*What to do*. Please copy each line in the records below that contains the string "шоссе".

*Exercise input*.

------------------------------------------------------------

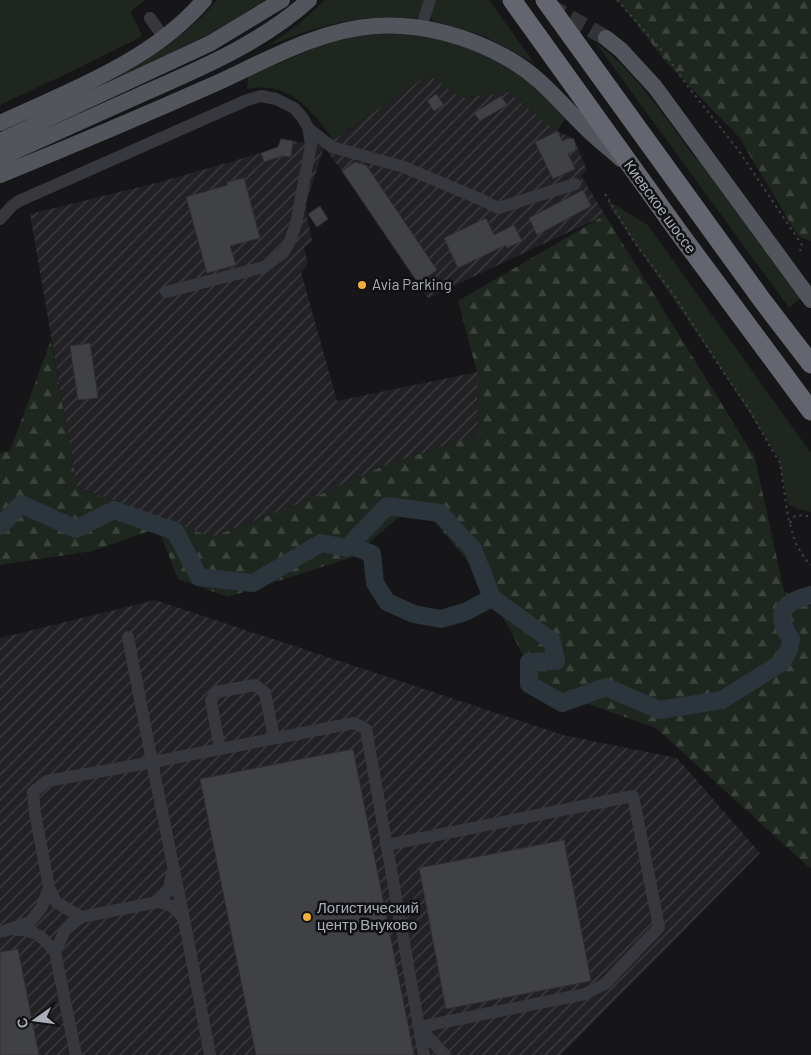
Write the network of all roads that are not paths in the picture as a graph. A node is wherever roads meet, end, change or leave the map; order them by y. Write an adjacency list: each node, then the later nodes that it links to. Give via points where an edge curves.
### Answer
1 (204, 0): 9 (main road)
2 (282, 0): 13 (main road, via 200,48)
3 (309, 0): 14 (main road, via 281,23 216,60)
4 (430, 0): 8 (street)
5 (512, 0): 15 (highway, Киевское шоссе)
6 (545, 0): 21 (highway, Киевское шоссе)
7 (150, 18): 9 (street)
8 (421, 28): 15 (main road, via 471,41 528,71); 16 (main road, via 374,26 315,39)
9 (164, 38): 11 (main road, via 109,72)
10 (606, 38): 20 (main road, via 655,87)
11 (0, 123)
12 (309, 129): 17 (street, via 332,148 404,167 498,208); 18 (street, via 294,108 276,99 255,97 20,201); 19 (street, via 311,145 296,224 284,252 264,267)
13 (0, 141)
14 (0, 158)
15 (634, 170): 22 (highway, Киевское шоссе)
16 (0, 175)
17 (575, 184)
18 (0, 219)
19 (166, 292)
20 (811, 300)
21 (811, 364)
22 (811, 411)
23 (128, 637): 26 (street)
24 (274, 738): 25 (street); 25 (street, via 265,693 254,685 216,692 211,701); 27 (street, via 354,722 366,729)
25 (220, 749): 26 (street)
26 (153, 762): 28 (street); 29 (street, via 47,781 32,792)
27 (387, 845): 35 (street); 35 (street, via 633,796 659,927 605,984 585,994)
28 (174, 866): 30 (street, via 169,890); 32 (street)
29 (49, 887): 31 (street, via 56,902); 33 (street, via 42,907 30,922)
30 (158, 902): 31 (street); 32 (street, via 172,906)
31 (80, 917): 34 (street, via 66,930)
32 (184, 919): 37 (street)
33 (2, 931): 34 (street, via 18,929 33,932 45,938)
34 (55, 952): 36 (street)
35 (420, 1027): 38 (street); 39 (street)
36 (76, 1055)
37 (210, 1055)
38 (424, 1055)
39 (445, 1055)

------------------------------------------------------------

*Exercise solution*.
5 (512, 0): 15 (highway, Киевское шоссе)
6 (545, 0): 21 (highway, Киевское шоссе)
15 (634, 170): 22 (highway, Киевское шоссе)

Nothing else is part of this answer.